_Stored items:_
+-------+

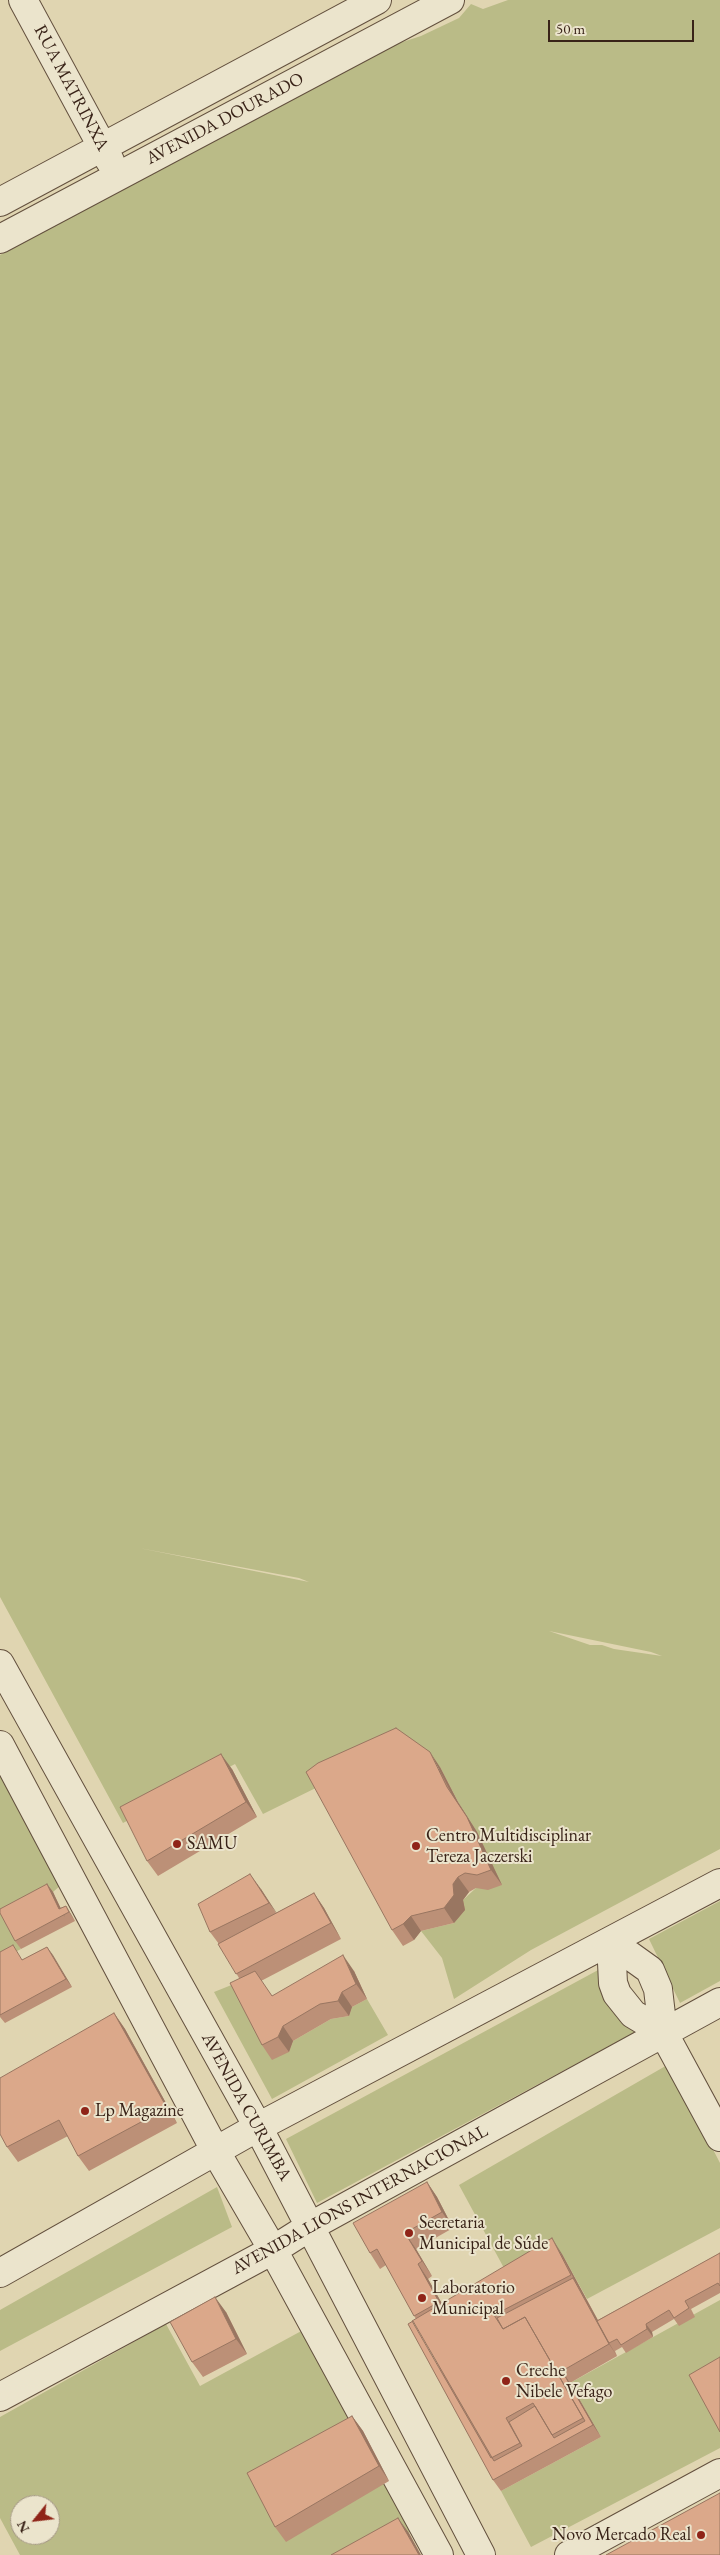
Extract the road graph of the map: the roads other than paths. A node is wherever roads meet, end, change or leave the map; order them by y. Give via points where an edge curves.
1 (23, 0) edge
2 (377, 0) edge
3 (450, 0) edge
4 (102, 147) junction
5 (118, 176) junction
6 (0, 202) edge
7 (0, 239) edge
8 (0, 1664) edge
9 (0, 1745) edge
10 (720, 1883) edge
11 (611, 1942) junction
12 (720, 2002) edge
13 (663, 2032) junction
14 (258, 2127) junction
15 (720, 2138) edge
16 (216, 2152) junction
17 (311, 2226) junction
18 (273, 2250) junction
19 (0, 2273) edge
20 (0, 2397) edge
21 (720, 2473) edge
22 (439, 2555) edge
23 (481, 2555) edge
24 (569, 2555) edge

1 - 4 street, RUA MATRINXA
2 - 4 street, AVENIDA DOURADO
3 - 5 street, AVENIDA DOURADO
4 - 5 street, RUA MATRINXA
4 - 6 street, AVENIDA DOURADO
5 - 7 street, AVENIDA DOURADO
8 - 14 street, AVENIDA CURIMBA
9 - 16 street
10 - 11 street
11 - 13 street via 650,1970 658,1989
11 - 13 street via 613,1983 617,1994 633,2014
11 - 14 street
12 - 13 street, AVENIDA LIONS INTERNACIONAL
13 - 15 street
13 - 17 street, AVENIDA LIONS INTERNACIONAL
14 - 16 street
14 - 17 street, AVENIDA CURIMBA
16 - 18 street
16 - 19 street
17 - 18 street, AVENIDA LIONS INTERNACIONAL
17 - 23 street, AVENIDA CURIMBA
18 - 20 street, AVENIDA LIONS INTERNACIONAL
18 - 22 street
21 - 24 street

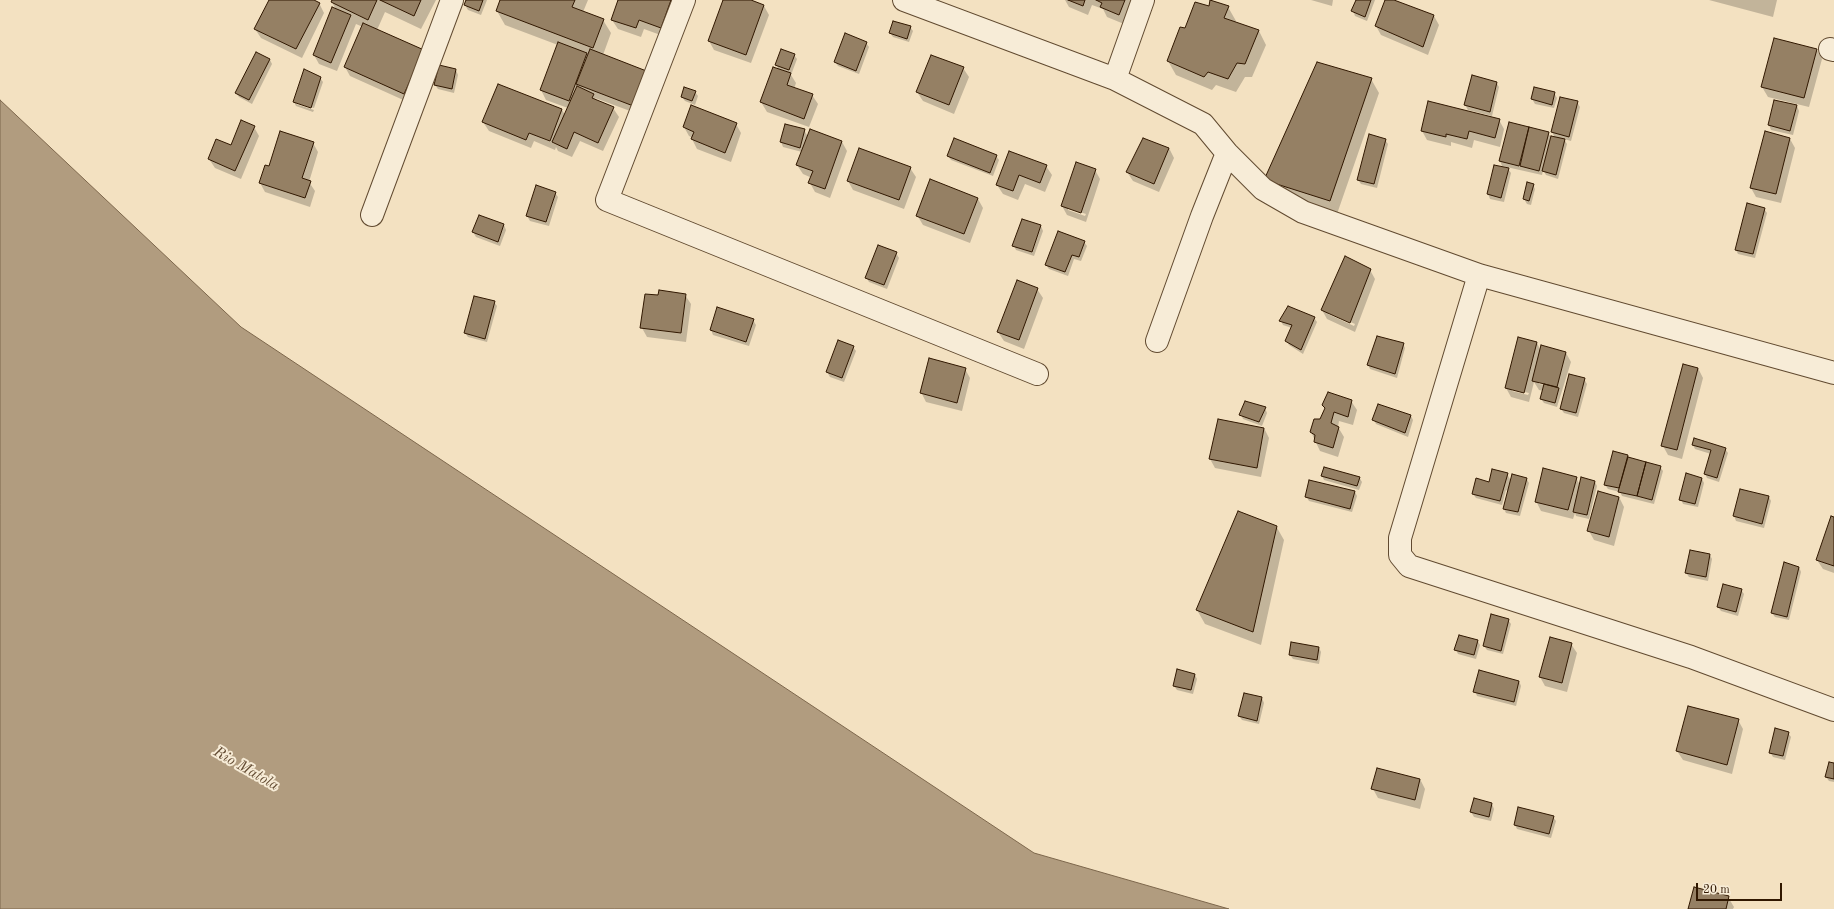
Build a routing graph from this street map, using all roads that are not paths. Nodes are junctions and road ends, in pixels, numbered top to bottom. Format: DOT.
graph roads {
  1 [pos="452,0"];
  2 [pos="684,0"];
  3 [pos="904,0"];
  4 [pos="1143,0"];
  5 [pos="1115,78"];
  6 [pos="1228,153"];
  7 [pos="372,215"];
  8 [pos="1480,274"];
  9 [pos="1157,341"];
  10 [pos="1834,373"];
  11 [pos="1037,374"];
  12 [pos="1834,710"];
  1 -- 7 [label="street"];
  2 -- 11 [label="street"];
  3 -- 5 [label="street"];
  4 -- 5 [label="street"];
  5 -- 6 [label="street"];
  6 -- 8 [label="street"];
  6 -- 9 [label="street"];
  8 -- 10 [label="street"];
  8 -- 12 [label="street"];
}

+-------+

_Task item:_
Return every line above verbatim, pictures excluded.

_Worked solution:_
Extract the road graph of the map: the roads other than paths. A node is wherever roads meet, end, change or leave the map; order them by y. Give via points where an edge curves.
1 (23, 0) edge
2 (377, 0) edge
3 (450, 0) edge
4 (102, 147) junction
5 (118, 176) junction
6 (0, 202) edge
7 (0, 239) edge
8 (0, 1664) edge
9 (0, 1745) edge
10 (720, 1883) edge
11 (611, 1942) junction
12 (720, 2002) edge
13 (663, 2032) junction
14 (258, 2127) junction
15 (720, 2138) edge
16 (216, 2152) junction
17 (311, 2226) junction
18 (273, 2250) junction
19 (0, 2273) edge
20 (0, 2397) edge
21 (720, 2473) edge
22 (439, 2555) edge
23 (481, 2555) edge
24 (569, 2555) edge

1 - 4 street, RUA MATRINXA
2 - 4 street, AVENIDA DOURADO
3 - 5 street, AVENIDA DOURADO
4 - 5 street, RUA MATRINXA
4 - 6 street, AVENIDA DOURADO
5 - 7 street, AVENIDA DOURADO
8 - 14 street, AVENIDA CURIMBA
9 - 16 street
10 - 11 street
11 - 13 street via 650,1970 658,1989
11 - 13 street via 613,1983 617,1994 633,2014
11 - 14 street
12 - 13 street, AVENIDA LIONS INTERNACIONAL
13 - 15 street
13 - 17 street, AVENIDA LIONS INTERNACIONAL
14 - 16 street
14 - 17 street, AVENIDA CURIMBA
16 - 18 street
16 - 19 street
17 - 18 street, AVENIDA LIONS INTERNACIONAL
17 - 23 street, AVENIDA CURIMBA
18 - 20 street, AVENIDA LIONS INTERNACIONAL
18 - 22 street
21 - 24 street

Build a routing graph from this street map, using all roads that are not paths. Nodes are junctions and road ends, in pixels, numbered top to bottom. Format: DOT.
graph roads {
  1 [pos="452,0"];
  2 [pos="684,0"];
  3 [pos="904,0"];
  4 [pos="1143,0"];
  5 [pos="1115,78"];
  6 [pos="1228,153"];
  7 [pos="372,215"];
  8 [pos="1480,274"];
  9 [pos="1157,341"];
  10 [pos="1834,373"];
  11 [pos="1037,374"];
  12 [pos="1834,710"];
  1 -- 7 [label="street"];
  2 -- 11 [label="street"];
  3 -- 5 [label="street"];
  4 -- 5 [label="street"];
  5 -- 6 [label="street"];
  6 -- 8 [label="street"];
  6 -- 9 [label="street"];
  8 -- 10 [label="street"];
  8 -- 12 [label="street"];
}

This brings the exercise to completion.